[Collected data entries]
---*---
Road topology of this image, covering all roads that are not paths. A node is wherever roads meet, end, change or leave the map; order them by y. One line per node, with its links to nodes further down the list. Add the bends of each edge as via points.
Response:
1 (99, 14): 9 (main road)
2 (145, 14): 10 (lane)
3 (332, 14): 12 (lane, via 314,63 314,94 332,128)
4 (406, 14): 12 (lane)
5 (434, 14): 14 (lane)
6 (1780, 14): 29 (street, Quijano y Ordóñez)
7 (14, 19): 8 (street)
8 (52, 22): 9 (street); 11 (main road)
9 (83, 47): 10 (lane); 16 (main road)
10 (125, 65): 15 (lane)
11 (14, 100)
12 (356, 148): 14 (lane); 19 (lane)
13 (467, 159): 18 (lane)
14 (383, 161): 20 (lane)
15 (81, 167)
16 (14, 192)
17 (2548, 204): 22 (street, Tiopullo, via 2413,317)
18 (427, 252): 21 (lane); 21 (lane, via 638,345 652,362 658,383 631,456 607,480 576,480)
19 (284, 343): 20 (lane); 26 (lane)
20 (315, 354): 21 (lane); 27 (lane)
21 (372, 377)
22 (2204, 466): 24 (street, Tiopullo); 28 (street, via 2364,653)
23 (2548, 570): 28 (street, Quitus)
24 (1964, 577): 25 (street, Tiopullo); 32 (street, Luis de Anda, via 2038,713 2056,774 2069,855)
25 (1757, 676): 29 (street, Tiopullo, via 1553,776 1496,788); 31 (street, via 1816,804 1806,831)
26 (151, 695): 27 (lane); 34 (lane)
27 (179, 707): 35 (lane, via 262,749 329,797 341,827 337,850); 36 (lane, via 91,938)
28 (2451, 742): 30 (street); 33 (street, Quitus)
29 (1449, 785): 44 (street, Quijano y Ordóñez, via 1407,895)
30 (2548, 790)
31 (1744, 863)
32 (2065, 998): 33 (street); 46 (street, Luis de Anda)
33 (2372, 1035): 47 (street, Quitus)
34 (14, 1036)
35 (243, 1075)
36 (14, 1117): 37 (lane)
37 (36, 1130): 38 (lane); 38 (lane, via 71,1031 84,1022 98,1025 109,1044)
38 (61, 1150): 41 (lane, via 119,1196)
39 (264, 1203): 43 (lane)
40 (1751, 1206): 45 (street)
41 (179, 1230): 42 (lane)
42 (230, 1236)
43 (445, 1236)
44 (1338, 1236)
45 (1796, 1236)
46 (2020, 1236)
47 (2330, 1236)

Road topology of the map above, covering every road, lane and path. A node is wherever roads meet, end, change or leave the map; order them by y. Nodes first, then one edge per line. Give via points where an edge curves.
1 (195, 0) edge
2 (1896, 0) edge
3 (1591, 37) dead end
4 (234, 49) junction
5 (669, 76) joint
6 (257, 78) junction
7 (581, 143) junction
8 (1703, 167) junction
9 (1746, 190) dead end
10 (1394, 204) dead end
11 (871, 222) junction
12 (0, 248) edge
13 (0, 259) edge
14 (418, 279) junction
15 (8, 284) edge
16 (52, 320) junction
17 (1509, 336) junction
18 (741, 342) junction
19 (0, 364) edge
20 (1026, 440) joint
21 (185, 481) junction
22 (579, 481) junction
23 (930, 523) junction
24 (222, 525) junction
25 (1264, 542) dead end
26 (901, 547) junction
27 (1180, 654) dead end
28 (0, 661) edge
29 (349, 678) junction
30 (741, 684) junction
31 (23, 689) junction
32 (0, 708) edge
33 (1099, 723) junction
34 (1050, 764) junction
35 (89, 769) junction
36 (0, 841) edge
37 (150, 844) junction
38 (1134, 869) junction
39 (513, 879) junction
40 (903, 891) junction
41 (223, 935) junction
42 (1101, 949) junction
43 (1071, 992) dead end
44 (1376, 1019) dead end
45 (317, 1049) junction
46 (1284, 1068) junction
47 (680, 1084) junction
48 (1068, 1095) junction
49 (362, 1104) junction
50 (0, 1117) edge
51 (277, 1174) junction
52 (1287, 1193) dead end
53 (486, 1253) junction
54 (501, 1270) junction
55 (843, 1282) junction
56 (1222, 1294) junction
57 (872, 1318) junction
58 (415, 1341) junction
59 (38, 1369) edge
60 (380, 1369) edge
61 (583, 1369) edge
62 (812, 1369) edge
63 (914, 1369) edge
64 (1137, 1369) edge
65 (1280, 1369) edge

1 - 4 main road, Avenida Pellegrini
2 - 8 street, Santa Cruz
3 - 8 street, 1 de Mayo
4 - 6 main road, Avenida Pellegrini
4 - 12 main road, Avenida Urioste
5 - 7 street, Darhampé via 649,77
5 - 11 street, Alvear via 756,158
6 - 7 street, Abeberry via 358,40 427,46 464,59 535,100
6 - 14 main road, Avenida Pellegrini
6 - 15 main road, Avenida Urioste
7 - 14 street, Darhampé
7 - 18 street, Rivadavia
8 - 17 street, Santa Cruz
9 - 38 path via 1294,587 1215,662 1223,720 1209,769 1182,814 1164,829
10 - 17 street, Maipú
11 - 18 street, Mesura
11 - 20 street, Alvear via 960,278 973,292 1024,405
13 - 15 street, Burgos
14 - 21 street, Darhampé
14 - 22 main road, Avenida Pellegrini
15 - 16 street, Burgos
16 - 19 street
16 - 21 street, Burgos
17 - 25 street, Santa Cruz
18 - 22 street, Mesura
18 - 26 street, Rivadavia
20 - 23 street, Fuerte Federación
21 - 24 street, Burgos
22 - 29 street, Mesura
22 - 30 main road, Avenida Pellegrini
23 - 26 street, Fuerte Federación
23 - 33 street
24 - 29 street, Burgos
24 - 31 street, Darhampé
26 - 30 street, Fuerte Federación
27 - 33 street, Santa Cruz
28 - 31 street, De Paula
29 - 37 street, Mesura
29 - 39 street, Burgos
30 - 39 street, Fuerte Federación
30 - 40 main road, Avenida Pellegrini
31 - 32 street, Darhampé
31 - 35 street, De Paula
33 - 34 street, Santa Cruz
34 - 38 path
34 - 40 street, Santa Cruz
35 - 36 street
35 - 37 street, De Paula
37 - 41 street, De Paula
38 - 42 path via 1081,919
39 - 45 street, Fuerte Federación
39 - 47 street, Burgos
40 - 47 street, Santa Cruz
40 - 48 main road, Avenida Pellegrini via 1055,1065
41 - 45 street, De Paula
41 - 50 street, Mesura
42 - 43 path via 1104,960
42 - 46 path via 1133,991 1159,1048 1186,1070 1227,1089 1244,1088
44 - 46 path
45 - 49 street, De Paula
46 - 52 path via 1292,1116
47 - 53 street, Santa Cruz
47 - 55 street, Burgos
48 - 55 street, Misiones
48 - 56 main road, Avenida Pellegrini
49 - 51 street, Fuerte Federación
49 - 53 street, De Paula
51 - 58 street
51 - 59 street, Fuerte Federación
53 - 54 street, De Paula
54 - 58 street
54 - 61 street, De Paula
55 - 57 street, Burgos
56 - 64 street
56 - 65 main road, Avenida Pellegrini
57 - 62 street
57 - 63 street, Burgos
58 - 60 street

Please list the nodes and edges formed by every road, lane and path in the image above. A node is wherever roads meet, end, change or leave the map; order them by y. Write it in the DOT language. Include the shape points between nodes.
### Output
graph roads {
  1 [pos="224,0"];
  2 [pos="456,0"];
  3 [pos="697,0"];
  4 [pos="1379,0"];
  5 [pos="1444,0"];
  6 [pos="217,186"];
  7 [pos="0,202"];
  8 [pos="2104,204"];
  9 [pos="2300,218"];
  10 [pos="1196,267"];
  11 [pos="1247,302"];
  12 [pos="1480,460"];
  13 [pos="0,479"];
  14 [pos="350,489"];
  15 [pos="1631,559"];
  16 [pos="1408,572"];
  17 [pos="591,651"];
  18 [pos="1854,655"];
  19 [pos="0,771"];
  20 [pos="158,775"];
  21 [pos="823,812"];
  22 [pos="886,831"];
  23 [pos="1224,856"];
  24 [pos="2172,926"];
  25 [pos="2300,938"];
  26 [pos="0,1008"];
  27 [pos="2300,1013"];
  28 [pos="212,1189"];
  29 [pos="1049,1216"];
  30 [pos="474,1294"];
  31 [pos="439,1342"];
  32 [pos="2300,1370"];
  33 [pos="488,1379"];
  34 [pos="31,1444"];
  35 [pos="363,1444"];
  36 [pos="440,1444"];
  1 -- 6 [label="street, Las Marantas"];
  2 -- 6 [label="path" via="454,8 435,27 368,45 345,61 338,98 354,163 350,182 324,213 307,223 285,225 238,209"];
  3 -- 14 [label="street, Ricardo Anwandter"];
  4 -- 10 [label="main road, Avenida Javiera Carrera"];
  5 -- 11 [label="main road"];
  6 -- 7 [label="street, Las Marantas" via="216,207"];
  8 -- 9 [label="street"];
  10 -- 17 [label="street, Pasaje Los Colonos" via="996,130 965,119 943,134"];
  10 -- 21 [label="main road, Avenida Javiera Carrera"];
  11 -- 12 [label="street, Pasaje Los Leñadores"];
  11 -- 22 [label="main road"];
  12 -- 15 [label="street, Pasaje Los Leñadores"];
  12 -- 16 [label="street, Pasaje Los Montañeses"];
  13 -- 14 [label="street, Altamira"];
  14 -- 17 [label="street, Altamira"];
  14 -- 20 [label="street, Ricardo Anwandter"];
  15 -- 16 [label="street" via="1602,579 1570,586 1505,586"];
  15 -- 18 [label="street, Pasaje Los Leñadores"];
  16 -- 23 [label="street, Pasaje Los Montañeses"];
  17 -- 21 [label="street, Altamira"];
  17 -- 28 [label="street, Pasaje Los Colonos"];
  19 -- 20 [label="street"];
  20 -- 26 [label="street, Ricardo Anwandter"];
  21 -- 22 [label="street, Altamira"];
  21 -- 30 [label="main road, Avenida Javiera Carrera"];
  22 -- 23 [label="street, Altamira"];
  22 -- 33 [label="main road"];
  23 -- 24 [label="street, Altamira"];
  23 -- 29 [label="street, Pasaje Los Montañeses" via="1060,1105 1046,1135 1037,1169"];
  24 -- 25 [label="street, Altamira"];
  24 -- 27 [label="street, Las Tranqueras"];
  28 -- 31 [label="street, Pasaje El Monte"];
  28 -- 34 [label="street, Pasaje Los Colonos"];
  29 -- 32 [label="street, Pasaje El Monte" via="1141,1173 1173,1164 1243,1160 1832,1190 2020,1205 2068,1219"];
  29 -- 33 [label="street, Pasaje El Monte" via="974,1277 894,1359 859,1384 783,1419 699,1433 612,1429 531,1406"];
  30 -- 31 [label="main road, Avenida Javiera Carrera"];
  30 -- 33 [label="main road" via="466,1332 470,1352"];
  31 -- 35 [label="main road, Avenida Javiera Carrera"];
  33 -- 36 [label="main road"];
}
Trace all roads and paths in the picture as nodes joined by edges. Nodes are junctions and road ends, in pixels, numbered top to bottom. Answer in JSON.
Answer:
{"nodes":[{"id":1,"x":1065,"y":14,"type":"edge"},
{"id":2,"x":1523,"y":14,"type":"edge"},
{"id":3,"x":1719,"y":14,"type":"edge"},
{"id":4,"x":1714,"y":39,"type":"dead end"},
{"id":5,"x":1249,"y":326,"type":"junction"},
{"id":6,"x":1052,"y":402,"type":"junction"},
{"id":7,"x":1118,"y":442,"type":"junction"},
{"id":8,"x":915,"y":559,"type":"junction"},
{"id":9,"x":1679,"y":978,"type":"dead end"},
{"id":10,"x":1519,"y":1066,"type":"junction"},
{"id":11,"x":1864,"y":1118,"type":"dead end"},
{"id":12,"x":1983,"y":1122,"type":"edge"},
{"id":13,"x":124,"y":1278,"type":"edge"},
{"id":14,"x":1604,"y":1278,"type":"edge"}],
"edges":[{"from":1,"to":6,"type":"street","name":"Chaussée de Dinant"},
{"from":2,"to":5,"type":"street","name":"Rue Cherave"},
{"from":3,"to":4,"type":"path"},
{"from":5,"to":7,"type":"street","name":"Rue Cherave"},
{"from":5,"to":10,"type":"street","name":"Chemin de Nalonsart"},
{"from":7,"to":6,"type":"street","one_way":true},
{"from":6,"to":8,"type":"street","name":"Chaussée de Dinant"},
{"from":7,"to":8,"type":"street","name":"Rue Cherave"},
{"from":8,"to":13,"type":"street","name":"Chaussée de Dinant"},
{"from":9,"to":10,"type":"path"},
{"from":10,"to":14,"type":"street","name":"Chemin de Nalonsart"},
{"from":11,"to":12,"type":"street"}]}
---*---
_INSTRUCTIONS FOR THE TASK_
Throughout the data above, copy all lines where the word "Carrera" is found.

_WRITTEN RESPONSE_
  4 -- 10 [label="main road, Avenida Javiera Carrera"];
  10 -- 21 [label="main road, Avenida Javiera Carrera"];
  21 -- 30 [label="main road, Avenida Javiera Carrera"];
  30 -- 31 [label="main road, Avenida Javiera Carrera"];
  31 -- 35 [label="main road, Avenida Javiera Carrera"];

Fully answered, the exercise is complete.